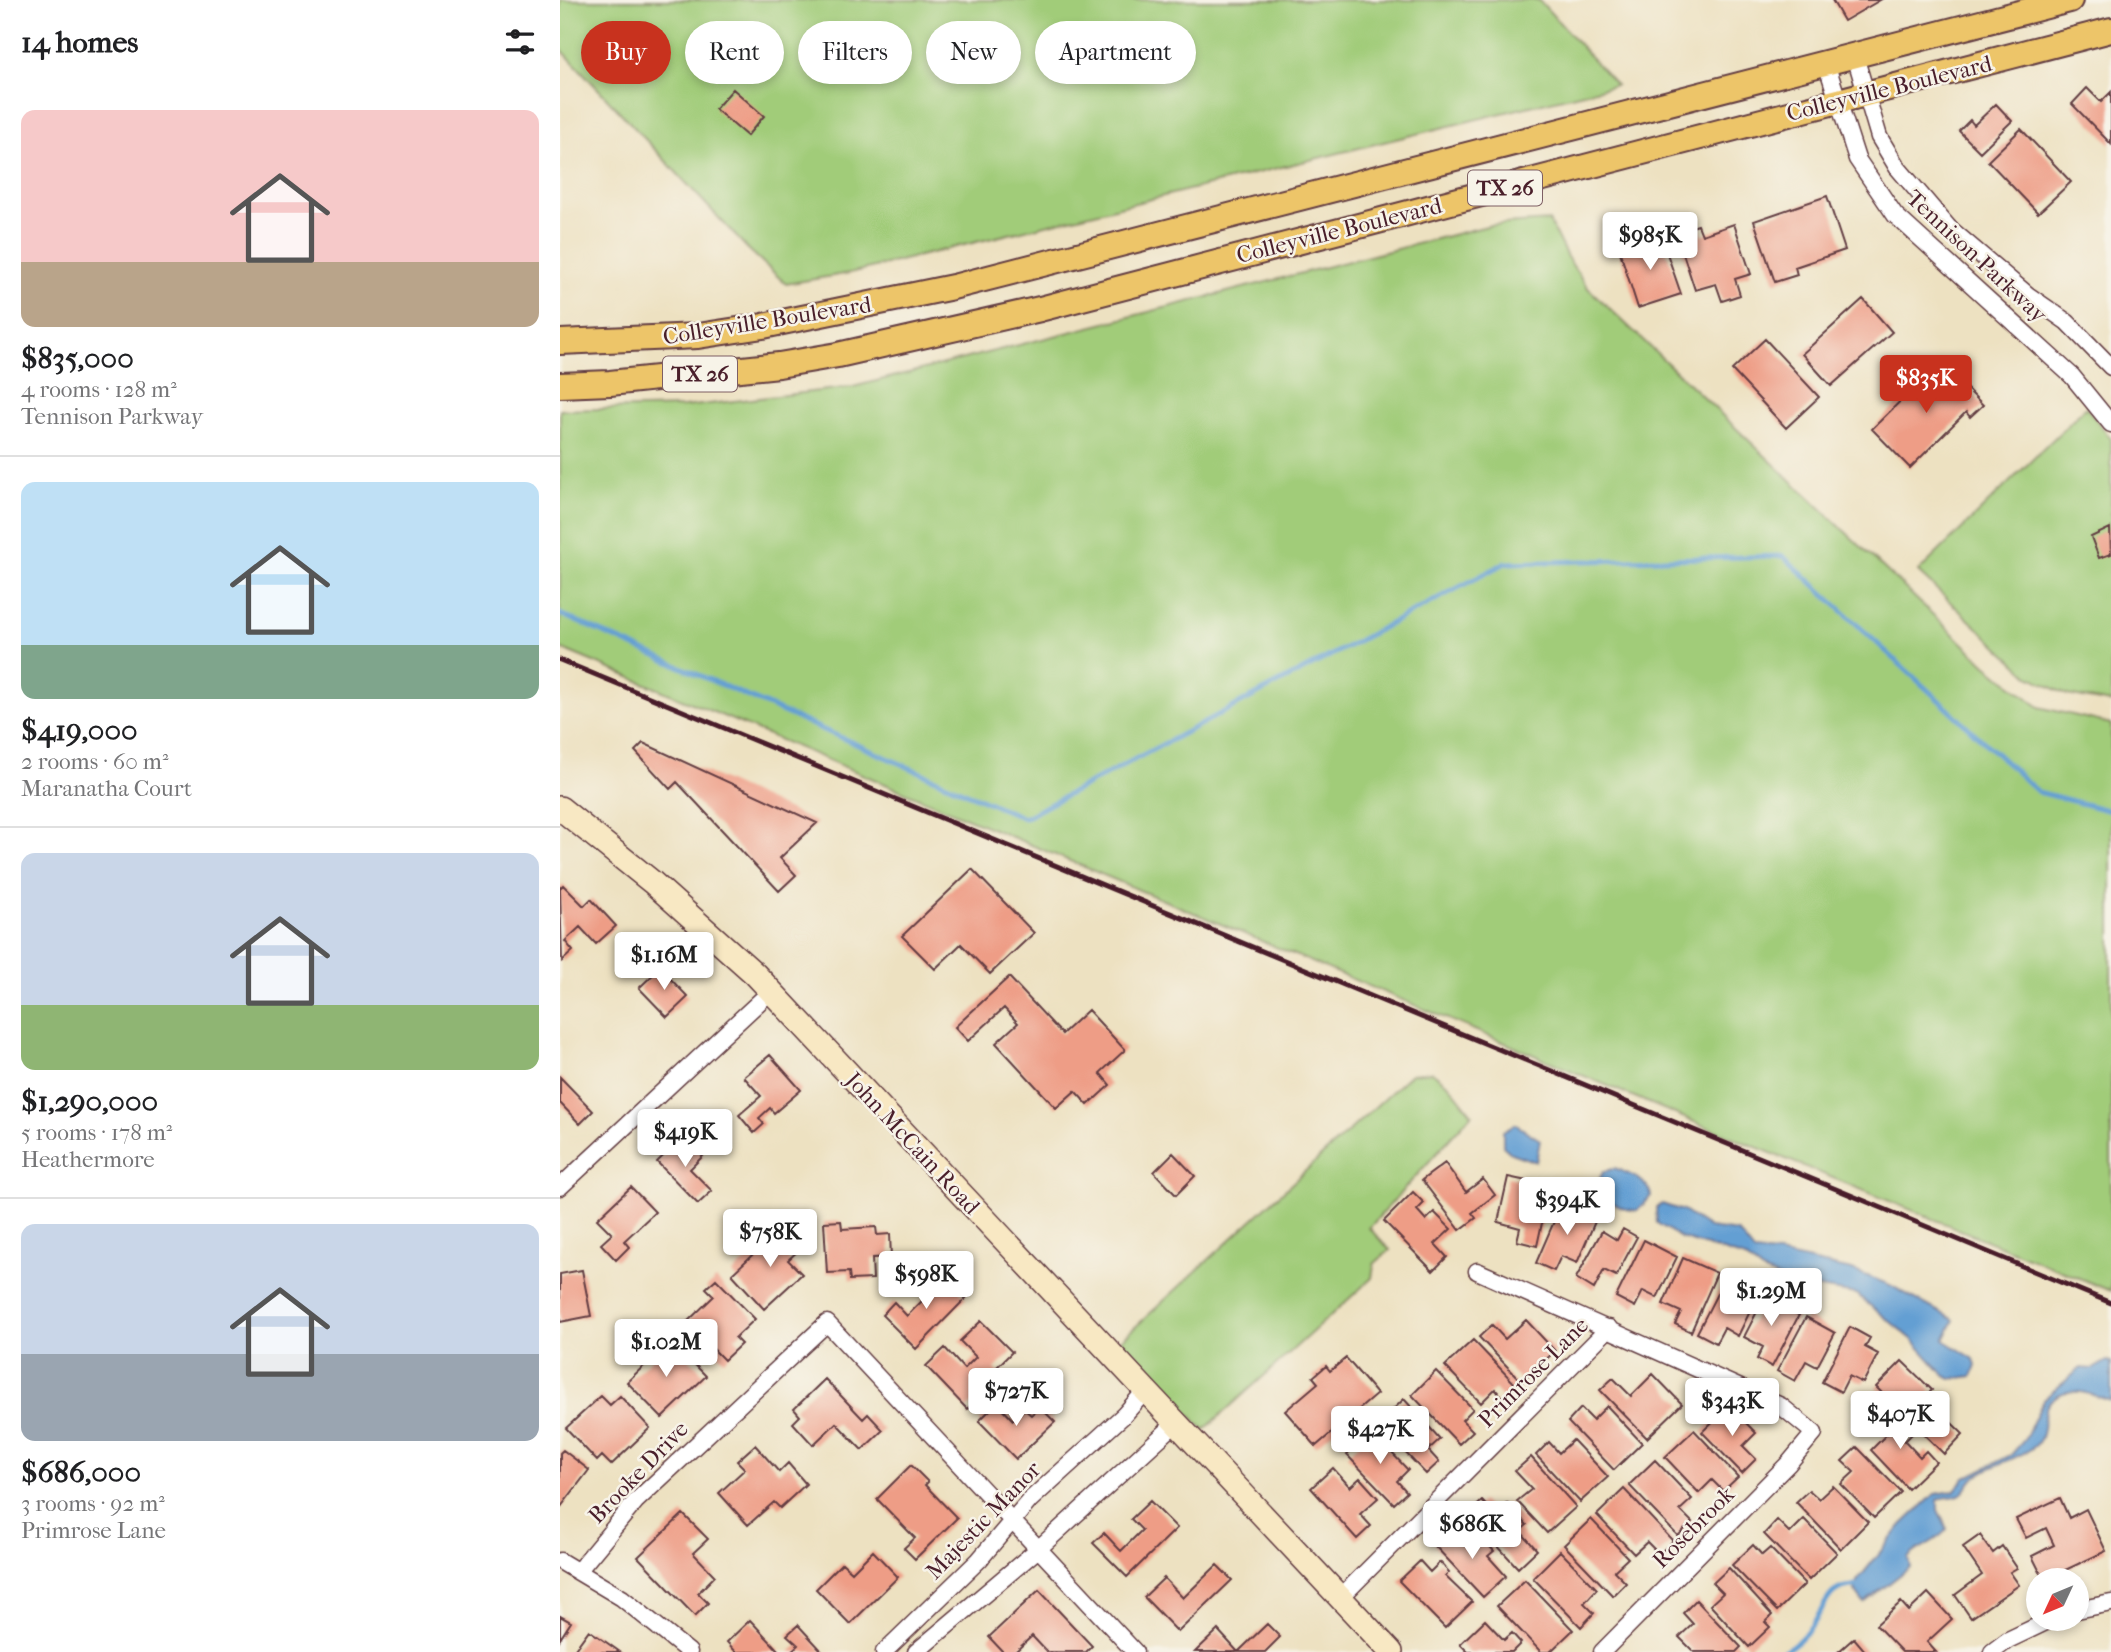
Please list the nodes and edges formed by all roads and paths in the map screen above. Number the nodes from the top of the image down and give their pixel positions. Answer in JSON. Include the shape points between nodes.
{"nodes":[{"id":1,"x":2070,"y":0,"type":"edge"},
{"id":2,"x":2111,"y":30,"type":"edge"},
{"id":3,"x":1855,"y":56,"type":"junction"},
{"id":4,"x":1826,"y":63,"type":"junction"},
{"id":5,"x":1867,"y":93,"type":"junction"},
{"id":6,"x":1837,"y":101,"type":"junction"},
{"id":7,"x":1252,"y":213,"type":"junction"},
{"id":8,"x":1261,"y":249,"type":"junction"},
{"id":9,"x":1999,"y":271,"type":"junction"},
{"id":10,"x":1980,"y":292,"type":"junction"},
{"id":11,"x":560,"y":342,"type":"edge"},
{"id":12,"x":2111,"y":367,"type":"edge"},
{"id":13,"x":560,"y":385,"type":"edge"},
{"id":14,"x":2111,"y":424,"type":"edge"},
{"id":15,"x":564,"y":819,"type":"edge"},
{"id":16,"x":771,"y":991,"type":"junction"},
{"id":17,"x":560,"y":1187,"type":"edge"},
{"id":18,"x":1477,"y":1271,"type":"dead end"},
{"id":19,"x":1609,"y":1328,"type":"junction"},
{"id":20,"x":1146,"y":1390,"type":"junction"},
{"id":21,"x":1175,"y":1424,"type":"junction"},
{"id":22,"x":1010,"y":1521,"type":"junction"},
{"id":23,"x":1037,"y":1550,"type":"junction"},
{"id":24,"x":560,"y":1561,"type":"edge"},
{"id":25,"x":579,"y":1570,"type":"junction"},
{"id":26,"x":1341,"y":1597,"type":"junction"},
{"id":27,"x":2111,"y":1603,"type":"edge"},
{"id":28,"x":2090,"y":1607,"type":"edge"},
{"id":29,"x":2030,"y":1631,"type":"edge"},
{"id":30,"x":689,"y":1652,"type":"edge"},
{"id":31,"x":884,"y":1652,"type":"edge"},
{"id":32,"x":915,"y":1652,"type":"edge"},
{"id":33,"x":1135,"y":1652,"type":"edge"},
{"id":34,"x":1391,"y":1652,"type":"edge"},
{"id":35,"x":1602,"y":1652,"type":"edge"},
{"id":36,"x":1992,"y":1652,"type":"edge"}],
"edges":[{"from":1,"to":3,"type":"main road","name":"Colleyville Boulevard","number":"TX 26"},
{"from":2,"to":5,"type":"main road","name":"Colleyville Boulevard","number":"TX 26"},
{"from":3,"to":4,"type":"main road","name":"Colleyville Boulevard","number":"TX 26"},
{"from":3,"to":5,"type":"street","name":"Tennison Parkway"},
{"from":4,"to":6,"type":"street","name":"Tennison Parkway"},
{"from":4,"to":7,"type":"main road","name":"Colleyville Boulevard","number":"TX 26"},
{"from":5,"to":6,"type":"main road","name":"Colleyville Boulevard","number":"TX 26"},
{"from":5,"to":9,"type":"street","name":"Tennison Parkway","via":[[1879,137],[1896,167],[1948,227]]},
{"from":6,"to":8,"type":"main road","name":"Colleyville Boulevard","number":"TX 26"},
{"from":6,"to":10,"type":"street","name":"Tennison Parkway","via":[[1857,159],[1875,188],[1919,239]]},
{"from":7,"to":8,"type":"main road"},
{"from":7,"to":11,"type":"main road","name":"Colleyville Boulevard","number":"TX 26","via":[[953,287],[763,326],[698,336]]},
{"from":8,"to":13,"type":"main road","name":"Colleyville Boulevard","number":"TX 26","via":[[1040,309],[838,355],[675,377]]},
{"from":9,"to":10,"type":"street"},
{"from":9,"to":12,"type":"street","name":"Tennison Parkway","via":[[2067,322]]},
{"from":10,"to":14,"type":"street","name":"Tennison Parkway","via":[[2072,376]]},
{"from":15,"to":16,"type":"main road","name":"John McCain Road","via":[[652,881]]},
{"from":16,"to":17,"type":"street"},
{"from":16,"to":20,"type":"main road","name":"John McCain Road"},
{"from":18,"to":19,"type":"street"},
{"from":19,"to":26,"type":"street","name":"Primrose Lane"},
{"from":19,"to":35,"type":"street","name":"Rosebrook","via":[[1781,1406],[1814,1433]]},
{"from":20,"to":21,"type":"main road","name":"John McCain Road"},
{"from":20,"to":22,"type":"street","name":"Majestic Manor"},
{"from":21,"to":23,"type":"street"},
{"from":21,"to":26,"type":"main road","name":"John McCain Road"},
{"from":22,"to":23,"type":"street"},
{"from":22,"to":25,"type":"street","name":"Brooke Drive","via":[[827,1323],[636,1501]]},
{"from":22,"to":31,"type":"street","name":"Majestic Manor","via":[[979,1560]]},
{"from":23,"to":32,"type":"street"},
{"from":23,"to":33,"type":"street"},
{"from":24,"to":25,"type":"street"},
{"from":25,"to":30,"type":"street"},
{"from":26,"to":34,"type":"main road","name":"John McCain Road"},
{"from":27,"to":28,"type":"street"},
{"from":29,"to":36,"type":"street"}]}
◇ ◇ ◇ ◇ ◇
BRIEF -
Transcribe all the lines above exactly; any image among them is skipped.

SOLVED EXERCISE -
Please list the nodes and edges formed by all roads and paths in the map screen above. Number the nodes from the top of the image down and give their pixel positions. Answer in JSON. Include the shape points between nodes.
{"nodes":[{"id":1,"x":2070,"y":0,"type":"edge"},
{"id":2,"x":2111,"y":30,"type":"edge"},
{"id":3,"x":1855,"y":56,"type":"junction"},
{"id":4,"x":1826,"y":63,"type":"junction"},
{"id":5,"x":1867,"y":93,"type":"junction"},
{"id":6,"x":1837,"y":101,"type":"junction"},
{"id":7,"x":1252,"y":213,"type":"junction"},
{"id":8,"x":1261,"y":249,"type":"junction"},
{"id":9,"x":1999,"y":271,"type":"junction"},
{"id":10,"x":1980,"y":292,"type":"junction"},
{"id":11,"x":560,"y":342,"type":"edge"},
{"id":12,"x":2111,"y":367,"type":"edge"},
{"id":13,"x":560,"y":385,"type":"edge"},
{"id":14,"x":2111,"y":424,"type":"edge"},
{"id":15,"x":564,"y":819,"type":"edge"},
{"id":16,"x":771,"y":991,"type":"junction"},
{"id":17,"x":560,"y":1187,"type":"edge"},
{"id":18,"x":1477,"y":1271,"type":"dead end"},
{"id":19,"x":1609,"y":1328,"type":"junction"},
{"id":20,"x":1146,"y":1390,"type":"junction"},
{"id":21,"x":1175,"y":1424,"type":"junction"},
{"id":22,"x":1010,"y":1521,"type":"junction"},
{"id":23,"x":1037,"y":1550,"type":"junction"},
{"id":24,"x":560,"y":1561,"type":"edge"},
{"id":25,"x":579,"y":1570,"type":"junction"},
{"id":26,"x":1341,"y":1597,"type":"junction"},
{"id":27,"x":2111,"y":1603,"type":"edge"},
{"id":28,"x":2090,"y":1607,"type":"edge"},
{"id":29,"x":2030,"y":1631,"type":"edge"},
{"id":30,"x":689,"y":1652,"type":"edge"},
{"id":31,"x":884,"y":1652,"type":"edge"},
{"id":32,"x":915,"y":1652,"type":"edge"},
{"id":33,"x":1135,"y":1652,"type":"edge"},
{"id":34,"x":1391,"y":1652,"type":"edge"},
{"id":35,"x":1602,"y":1652,"type":"edge"},
{"id":36,"x":1992,"y":1652,"type":"edge"}],
"edges":[{"from":1,"to":3,"type":"main road","name":"Colleyville Boulevard","number":"TX 26"},
{"from":2,"to":5,"type":"main road","name":"Colleyville Boulevard","number":"TX 26"},
{"from":3,"to":4,"type":"main road","name":"Colleyville Boulevard","number":"TX 26"},
{"from":3,"to":5,"type":"street","name":"Tennison Parkway"},
{"from":4,"to":6,"type":"street","name":"Tennison Parkway"},
{"from":4,"to":7,"type":"main road","name":"Colleyville Boulevard","number":"TX 26"},
{"from":5,"to":6,"type":"main road","name":"Colleyville Boulevard","number":"TX 26"},
{"from":5,"to":9,"type":"street","name":"Tennison Parkway","via":[[1879,137],[1896,167],[1948,227]]},
{"from":6,"to":8,"type":"main road","name":"Colleyville Boulevard","number":"TX 26"},
{"from":6,"to":10,"type":"street","name":"Tennison Parkway","via":[[1857,159],[1875,188],[1919,239]]},
{"from":7,"to":8,"type":"main road"},
{"from":7,"to":11,"type":"main road","name":"Colleyville Boulevard","number":"TX 26","via":[[953,287],[763,326],[698,336]]},
{"from":8,"to":13,"type":"main road","name":"Colleyville Boulevard","number":"TX 26","via":[[1040,309],[838,355],[675,377]]},
{"from":9,"to":10,"type":"street"},
{"from":9,"to":12,"type":"street","name":"Tennison Parkway","via":[[2067,322]]},
{"from":10,"to":14,"type":"street","name":"Tennison Parkway","via":[[2072,376]]},
{"from":15,"to":16,"type":"main road","name":"John McCain Road","via":[[652,881]]},
{"from":16,"to":17,"type":"street"},
{"from":16,"to":20,"type":"main road","name":"John McCain Road"},
{"from":18,"to":19,"type":"street"},
{"from":19,"to":26,"type":"street","name":"Primrose Lane"},
{"from":19,"to":35,"type":"street","name":"Rosebrook","via":[[1781,1406],[1814,1433]]},
{"from":20,"to":21,"type":"main road","name":"John McCain Road"},
{"from":20,"to":22,"type":"street","name":"Majestic Manor"},
{"from":21,"to":23,"type":"street"},
{"from":21,"to":26,"type":"main road","name":"John McCain Road"},
{"from":22,"to":23,"type":"street"},
{"from":22,"to":25,"type":"street","name":"Brooke Drive","via":[[827,1323],[636,1501]]},
{"from":22,"to":31,"type":"street","name":"Majestic Manor","via":[[979,1560]]},
{"from":23,"to":32,"type":"street"},
{"from":23,"to":33,"type":"street"},
{"from":24,"to":25,"type":"street"},
{"from":25,"to":30,"type":"street"},
{"from":26,"to":34,"type":"main road","name":"John McCain Road"},
{"from":27,"to":28,"type":"street"},
{"from":29,"to":36,"type":"street"}]}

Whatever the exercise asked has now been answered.